Not who we are, but what we do: Bruce Jenner, Laverne Cox and trans activism

2015 has been a tipping point for transgender visibility and media representation. With TV shows like “Orange is the New Black,” “Glee,” “Transparent,” “The T Word” and “Becoming Us,” transgender actors and characters are entering more American homes than ever before. But arguably the two most public figures of this new branch of media are actress Laverne Cox and decathlon champion-turned reality TV star Bruce Jenner.Both celebrities were assigned male at birth and must face the spotlight every day while trying to succeed in life as the women they truly are. They also represent the diversity within the transgender community; they are famous in part because of their shared identity, but the lives they lived before the spotlight could not have been more different. Cox came from a traditionally marginalized group—poor, black, gay men—while Jenner grew up in the height of privilege as a white, healthy, straight male.

Bruce Jenner

  It is easy to think about privilege as a one-dimensional issue.
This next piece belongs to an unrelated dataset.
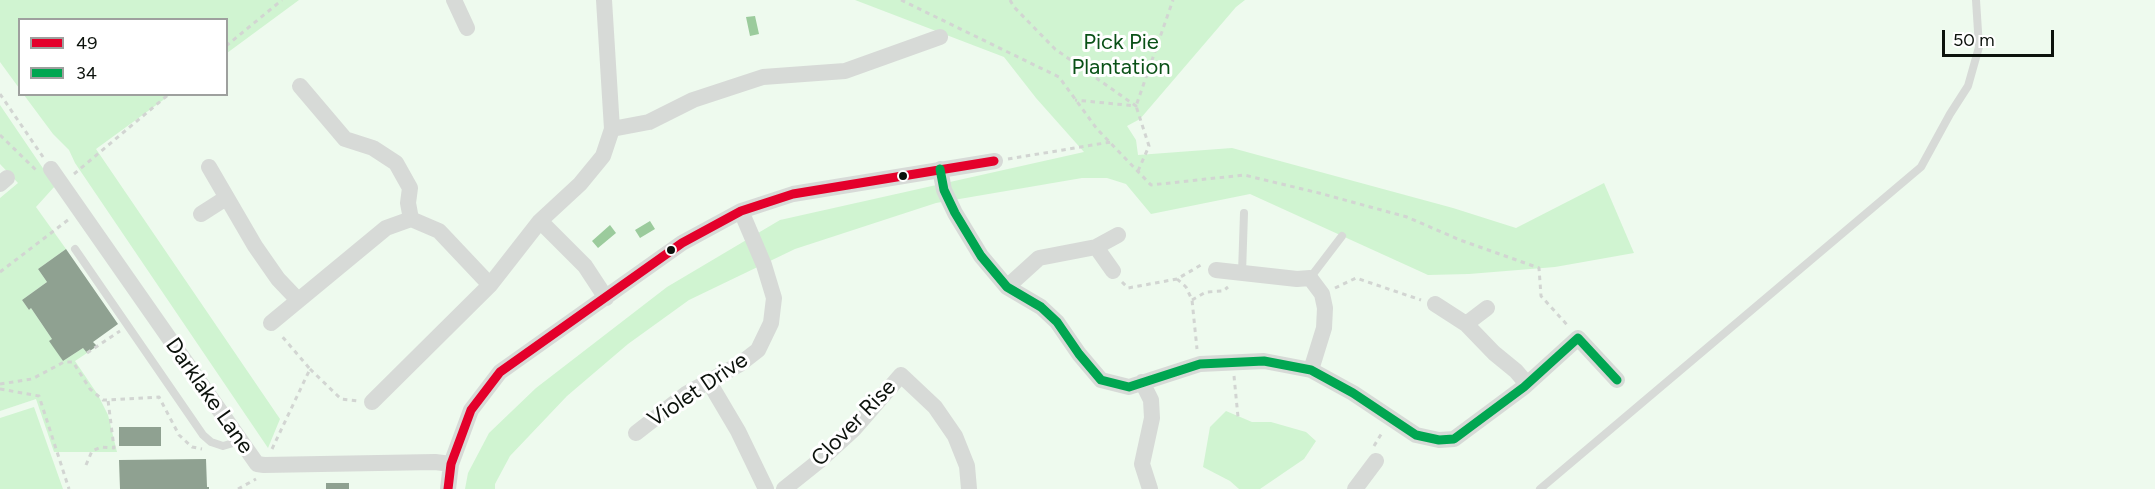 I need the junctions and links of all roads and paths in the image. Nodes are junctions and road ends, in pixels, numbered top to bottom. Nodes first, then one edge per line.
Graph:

For instance, we may claim that “all transgender people will face discrimination” or that “all white people have it easy.” However, these claims are false because of the many nuanced layers of intersection that each of us carries within our identity. These intersections of identity could not be more crucial in distinguishing how the Jenner and Cox speak up about transgender. Seventeen million people watched Bruce Jenner’s interview with Diane Sawyer just on the day that it aired, according to USA Today. Laverne Cox has had an even greater impact this year and became a household name after she was featured on the cover of TIME Magazine, awarded a daytime Emmy and named one of TIME’s 100 Most Influential People of 2015. Jenner and Cox carry an enormous degree of power and influence in improving the lives of those in their community—a responsibility as enormous as the task itself. Transgender Americans (an estimated 2 percent of the population) have staggering disadvantages in our country today. The average life expectancy of a transgender American is 36—transgender women of color are 16 times more likely than the average American to be murdered, and transgender suicide attempt rates are 20 times that of the overall population. The poverty and unemployment rates for transgender adults are double that of the national average. You can legally be fired for being transgender in 32 U.S. states and an estimated 97 percent of transgender people report experiencing discrimination or harassment at work. For the rights of this community, there is nowhere to go but up. Cox has used her celebrity to increase the visibility and understanding of transgender people, in part because of her experience with marginalization in the past. Jenner, on the other hand, has been fairly silent about the important work that needs to be done—the potential product of a past full of privilege. There is no doubt that the country is watching these and other transgender public figures—we must all hope that they will use their influence to fix society and its mistreatment of transgender and gender-nonconforming people.